Вот какую характеристику Лернеру, “спровоцировавшему дело Бродского”, дает Н. И. Грудинина (см. о ней примеч. 23): “…вылавливал фарцовщиков и от отдельных следователей КГБ получил оценку “полезного человека”… Лернер задерживал не только фарцовщиков… Пользуясь правами дружинника, он останавливал “подозреваемых лиц”, производил личные обыски, отбирал документы и записные книжки, запугивал и шантажировал задержанных. Затем он заносил фамилии этих людей в картотеку и, спустя полгода или год, рассылал по месту их работы компрометирующие письма…. Кроме того, Лернер вербовал из числа задержанных им тунеядцев и фарцовщиков личную агентуру, которую заставлял следить за интересовавшими его лицами.
От знающих Лернера лиц мы слышали такую его характеристику: это, мол, человек, глубоко неудовлетворенный своей работой хозяйственника, рвущийся к власти и усмотревший в правах дружинника возможность добиться этой власти. Он завязывал знакомство с милицией, прокуратурой, партийными работниками и следователями КГБ, оказывая им подчас ценные услуги… По характеру склонен к дешевой детективщине, к провокации. Подозрителен и честолюбив”. (Архив Л. К. Чуковской.)
Позже Лернер был дважды осужден за мошенничество (в 1973 и 1984 годах).
10 Алена Чайковская — Ольга Георгиевна Чайковская, журналистка.
11 Самуил Яковлевич — Маршак.
12 хуже Ионесяна — в декабре 1963 года в Москве появился убийца, который проникал в квартиры, выдавая себя за служащего “Мосгаза”. Если ему открывали, он топором убивал свою жертву. 13 января 1964 года газеты сообщили о поимке этого убийцы.
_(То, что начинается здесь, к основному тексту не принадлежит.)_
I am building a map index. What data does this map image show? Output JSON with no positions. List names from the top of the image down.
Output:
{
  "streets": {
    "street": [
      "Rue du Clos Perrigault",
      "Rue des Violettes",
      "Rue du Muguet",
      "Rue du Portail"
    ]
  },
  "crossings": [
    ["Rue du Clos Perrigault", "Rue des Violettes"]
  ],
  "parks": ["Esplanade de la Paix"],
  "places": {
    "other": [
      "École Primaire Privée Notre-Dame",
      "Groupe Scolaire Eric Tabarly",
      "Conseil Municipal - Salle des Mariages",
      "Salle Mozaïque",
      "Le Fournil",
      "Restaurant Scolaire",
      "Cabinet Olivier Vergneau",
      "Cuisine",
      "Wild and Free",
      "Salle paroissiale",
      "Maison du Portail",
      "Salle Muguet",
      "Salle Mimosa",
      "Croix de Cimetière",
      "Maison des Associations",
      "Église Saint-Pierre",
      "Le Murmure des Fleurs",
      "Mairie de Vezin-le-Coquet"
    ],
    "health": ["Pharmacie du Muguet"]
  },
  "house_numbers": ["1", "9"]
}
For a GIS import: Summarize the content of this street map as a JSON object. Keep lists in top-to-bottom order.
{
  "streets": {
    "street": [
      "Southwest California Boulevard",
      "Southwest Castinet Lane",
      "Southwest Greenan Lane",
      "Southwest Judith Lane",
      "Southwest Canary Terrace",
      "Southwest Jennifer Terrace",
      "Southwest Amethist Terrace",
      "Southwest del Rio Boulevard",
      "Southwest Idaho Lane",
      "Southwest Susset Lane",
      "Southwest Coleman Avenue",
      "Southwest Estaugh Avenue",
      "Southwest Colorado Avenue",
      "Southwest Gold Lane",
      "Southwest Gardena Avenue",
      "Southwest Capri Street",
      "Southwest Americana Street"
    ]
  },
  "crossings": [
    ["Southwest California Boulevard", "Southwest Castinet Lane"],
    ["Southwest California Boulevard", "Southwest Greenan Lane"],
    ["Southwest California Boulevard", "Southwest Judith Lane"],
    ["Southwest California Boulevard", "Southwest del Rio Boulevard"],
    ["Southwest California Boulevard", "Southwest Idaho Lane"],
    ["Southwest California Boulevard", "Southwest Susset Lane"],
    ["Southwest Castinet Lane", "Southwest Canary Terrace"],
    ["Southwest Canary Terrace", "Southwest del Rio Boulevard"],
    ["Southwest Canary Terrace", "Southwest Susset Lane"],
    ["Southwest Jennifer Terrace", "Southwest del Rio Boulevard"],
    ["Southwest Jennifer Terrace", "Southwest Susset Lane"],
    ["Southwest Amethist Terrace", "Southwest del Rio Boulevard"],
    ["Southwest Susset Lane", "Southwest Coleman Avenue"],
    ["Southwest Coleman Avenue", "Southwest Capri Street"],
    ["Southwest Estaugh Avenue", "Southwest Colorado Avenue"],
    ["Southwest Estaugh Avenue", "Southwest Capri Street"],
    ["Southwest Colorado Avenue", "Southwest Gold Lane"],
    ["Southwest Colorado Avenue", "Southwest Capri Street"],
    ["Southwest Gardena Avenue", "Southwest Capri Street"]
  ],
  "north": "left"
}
Им оказался Владимир Ионисян, актер Оренбургского театра музыкальной комедии. 1 февраля 1964 года он был расстрелян.
13 Клара — Клара Израилевна Лозовская, секретарь К. И. Чуковского.
14 Юля, Толя, Ника, Надежда Марковна —Юлия Марковна Живова, сотрудница Гослитиздата, специалистка по польской литературе; А. Г. Найман (о нем см. примеч. 3), Ника Николаевна Глен, специалистка по болгарской литературе, сотрудница Гослитиздата; Надежда Марковна Гнедина, переводчица, жена Е. А. Гнедина.
15 Евгений Александрович — Гнедин, журналист.
16 Чаковский Александр Борисович, главный редактор “Литературной газеты”.
17 Сарра Эммануиловна — Бабенышева, критик, преподавательница Литературного института.
18 Руденко Роман Андреевич, генеральный прокурор СССР.
19 Миронов Николай Романович, член Центральной ревизионной комиссии КПСС, заведующий отделом административных органов ЦК КПСС.
20 Копелевы, СЭ —Лев Зиновьевич Копелев, германист, его жена Раиса Давыдовна Орлова, специалистка по англо-американской литературе. СЭ — С. Э. Бабенышева (см. примеч. 17).
21 Тикунов В. С., министр охраны общественного порядка РСФСР.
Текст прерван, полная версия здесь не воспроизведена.